---------- EXERCISE MATERIAL ----------

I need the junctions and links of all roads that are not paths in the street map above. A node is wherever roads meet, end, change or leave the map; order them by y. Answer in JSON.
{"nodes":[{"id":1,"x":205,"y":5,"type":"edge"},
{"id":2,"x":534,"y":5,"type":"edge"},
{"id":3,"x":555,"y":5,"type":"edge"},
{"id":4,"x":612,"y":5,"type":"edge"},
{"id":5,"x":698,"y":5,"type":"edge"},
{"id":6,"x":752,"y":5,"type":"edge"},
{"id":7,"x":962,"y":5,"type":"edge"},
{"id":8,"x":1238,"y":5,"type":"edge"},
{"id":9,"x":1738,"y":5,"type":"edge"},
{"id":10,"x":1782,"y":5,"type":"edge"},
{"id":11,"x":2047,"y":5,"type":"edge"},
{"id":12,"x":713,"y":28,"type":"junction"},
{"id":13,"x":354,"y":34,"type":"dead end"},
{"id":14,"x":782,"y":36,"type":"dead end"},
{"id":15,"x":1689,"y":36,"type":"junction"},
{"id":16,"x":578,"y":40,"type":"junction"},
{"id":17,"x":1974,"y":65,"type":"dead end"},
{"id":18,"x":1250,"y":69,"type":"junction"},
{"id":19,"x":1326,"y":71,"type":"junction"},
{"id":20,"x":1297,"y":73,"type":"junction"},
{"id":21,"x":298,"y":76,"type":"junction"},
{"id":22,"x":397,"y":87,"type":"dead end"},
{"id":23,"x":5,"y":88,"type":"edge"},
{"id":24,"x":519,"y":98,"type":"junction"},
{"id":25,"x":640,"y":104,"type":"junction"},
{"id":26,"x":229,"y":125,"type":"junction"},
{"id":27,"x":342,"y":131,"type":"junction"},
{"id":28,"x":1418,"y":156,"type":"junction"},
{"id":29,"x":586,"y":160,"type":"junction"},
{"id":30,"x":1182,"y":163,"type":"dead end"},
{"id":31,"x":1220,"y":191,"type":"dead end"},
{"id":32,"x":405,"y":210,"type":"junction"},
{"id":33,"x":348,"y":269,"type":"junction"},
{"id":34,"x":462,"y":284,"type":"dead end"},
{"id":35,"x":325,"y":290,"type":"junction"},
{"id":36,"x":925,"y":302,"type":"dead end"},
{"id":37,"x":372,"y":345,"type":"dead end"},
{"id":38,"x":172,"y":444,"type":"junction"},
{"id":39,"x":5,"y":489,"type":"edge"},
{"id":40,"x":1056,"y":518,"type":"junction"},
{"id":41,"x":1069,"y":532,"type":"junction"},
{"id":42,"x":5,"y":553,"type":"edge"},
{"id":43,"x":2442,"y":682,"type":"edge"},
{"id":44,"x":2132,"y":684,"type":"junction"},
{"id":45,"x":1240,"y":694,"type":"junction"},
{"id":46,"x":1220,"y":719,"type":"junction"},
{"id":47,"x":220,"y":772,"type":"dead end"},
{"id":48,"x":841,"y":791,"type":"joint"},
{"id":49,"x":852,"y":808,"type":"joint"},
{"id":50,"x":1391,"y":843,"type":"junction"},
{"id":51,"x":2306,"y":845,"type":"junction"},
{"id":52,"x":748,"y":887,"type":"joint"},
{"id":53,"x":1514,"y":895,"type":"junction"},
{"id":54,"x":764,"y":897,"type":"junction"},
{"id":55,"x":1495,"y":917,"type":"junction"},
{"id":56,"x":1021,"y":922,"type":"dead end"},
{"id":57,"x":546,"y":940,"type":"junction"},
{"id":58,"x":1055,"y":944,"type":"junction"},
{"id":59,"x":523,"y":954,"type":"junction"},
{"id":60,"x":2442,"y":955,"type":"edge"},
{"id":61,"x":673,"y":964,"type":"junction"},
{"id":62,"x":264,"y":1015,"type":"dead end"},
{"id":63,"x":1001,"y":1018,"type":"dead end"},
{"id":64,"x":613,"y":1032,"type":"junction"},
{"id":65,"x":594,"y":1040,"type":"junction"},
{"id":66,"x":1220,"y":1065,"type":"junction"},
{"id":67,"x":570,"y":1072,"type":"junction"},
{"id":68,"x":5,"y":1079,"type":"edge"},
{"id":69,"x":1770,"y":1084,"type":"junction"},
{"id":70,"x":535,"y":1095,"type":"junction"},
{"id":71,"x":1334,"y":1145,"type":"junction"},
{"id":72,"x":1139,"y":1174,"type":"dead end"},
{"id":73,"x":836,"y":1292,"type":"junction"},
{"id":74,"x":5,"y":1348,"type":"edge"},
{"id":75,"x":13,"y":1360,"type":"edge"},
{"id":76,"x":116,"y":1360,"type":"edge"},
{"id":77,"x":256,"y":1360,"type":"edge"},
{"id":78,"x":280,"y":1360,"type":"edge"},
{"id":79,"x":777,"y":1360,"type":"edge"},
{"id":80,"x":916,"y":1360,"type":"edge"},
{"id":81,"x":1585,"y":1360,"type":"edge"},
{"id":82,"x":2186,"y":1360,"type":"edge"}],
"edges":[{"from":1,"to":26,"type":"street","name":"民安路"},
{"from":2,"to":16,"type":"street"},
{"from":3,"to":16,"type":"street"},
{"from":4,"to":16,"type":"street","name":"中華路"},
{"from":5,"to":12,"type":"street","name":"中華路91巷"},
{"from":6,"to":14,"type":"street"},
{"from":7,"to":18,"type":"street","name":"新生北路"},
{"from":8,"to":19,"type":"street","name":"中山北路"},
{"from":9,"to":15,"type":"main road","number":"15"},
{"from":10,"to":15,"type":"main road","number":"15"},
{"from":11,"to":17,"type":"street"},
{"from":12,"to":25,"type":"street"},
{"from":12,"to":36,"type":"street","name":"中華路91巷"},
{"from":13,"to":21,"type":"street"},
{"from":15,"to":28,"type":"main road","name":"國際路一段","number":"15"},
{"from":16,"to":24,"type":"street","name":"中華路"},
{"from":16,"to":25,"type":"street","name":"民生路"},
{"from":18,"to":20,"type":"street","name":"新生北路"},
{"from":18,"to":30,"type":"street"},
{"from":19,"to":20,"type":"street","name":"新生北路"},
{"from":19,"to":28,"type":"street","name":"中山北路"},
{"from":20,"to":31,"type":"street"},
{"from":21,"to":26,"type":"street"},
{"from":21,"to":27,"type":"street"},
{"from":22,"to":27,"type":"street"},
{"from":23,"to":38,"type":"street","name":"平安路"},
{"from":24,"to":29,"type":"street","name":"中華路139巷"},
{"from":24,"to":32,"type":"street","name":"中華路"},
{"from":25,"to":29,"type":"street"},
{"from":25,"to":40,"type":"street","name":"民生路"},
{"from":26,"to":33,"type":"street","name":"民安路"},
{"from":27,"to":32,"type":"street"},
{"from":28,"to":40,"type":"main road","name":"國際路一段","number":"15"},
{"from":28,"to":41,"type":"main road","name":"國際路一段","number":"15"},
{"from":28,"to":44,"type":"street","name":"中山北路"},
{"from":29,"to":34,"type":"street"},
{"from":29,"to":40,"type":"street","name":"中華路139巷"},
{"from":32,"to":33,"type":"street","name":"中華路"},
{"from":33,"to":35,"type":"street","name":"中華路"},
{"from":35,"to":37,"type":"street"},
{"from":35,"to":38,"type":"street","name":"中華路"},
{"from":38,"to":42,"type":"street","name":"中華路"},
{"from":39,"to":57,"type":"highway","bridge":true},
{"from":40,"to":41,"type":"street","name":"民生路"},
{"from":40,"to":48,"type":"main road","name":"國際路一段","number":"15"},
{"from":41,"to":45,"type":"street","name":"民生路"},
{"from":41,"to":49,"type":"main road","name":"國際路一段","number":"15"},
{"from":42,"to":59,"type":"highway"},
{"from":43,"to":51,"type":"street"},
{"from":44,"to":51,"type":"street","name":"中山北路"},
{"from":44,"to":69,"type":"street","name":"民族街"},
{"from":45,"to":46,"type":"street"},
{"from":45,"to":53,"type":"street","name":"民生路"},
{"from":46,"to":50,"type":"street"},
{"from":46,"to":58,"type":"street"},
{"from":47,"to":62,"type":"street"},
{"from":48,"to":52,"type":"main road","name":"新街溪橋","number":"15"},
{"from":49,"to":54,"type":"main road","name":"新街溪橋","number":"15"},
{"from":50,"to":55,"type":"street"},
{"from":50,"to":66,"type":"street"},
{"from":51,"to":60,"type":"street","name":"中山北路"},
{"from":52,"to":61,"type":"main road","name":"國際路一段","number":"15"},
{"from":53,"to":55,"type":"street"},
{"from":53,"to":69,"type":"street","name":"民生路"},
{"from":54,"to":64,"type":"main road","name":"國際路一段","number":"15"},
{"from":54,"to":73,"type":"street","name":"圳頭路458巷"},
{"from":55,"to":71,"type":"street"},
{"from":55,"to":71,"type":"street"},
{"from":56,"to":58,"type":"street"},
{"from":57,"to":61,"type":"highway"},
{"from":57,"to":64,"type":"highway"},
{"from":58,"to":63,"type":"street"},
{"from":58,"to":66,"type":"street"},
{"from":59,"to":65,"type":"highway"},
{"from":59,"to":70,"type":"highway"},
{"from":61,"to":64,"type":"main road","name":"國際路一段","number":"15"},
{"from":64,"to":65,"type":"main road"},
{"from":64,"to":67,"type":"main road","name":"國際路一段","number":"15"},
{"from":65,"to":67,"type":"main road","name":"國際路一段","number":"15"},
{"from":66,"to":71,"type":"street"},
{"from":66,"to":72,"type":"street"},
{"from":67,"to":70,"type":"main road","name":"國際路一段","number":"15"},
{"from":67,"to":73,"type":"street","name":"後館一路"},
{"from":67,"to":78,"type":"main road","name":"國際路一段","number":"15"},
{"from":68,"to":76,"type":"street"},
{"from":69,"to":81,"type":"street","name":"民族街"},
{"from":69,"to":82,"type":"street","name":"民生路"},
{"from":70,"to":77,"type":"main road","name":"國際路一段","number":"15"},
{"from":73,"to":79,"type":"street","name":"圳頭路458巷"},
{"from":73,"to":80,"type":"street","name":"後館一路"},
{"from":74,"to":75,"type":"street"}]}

----------

### TASK GOAL
Check each line of the entries for "新生北路" and copy those that have it.

### RESULT OF THIS EXERCISE
{"from":7,"to":18,"type":"street","name":"新生北路"},
{"from":18,"to":20,"type":"street","name":"新生北路"},
{"from":19,"to":20,"type":"street","name":"新生北路"},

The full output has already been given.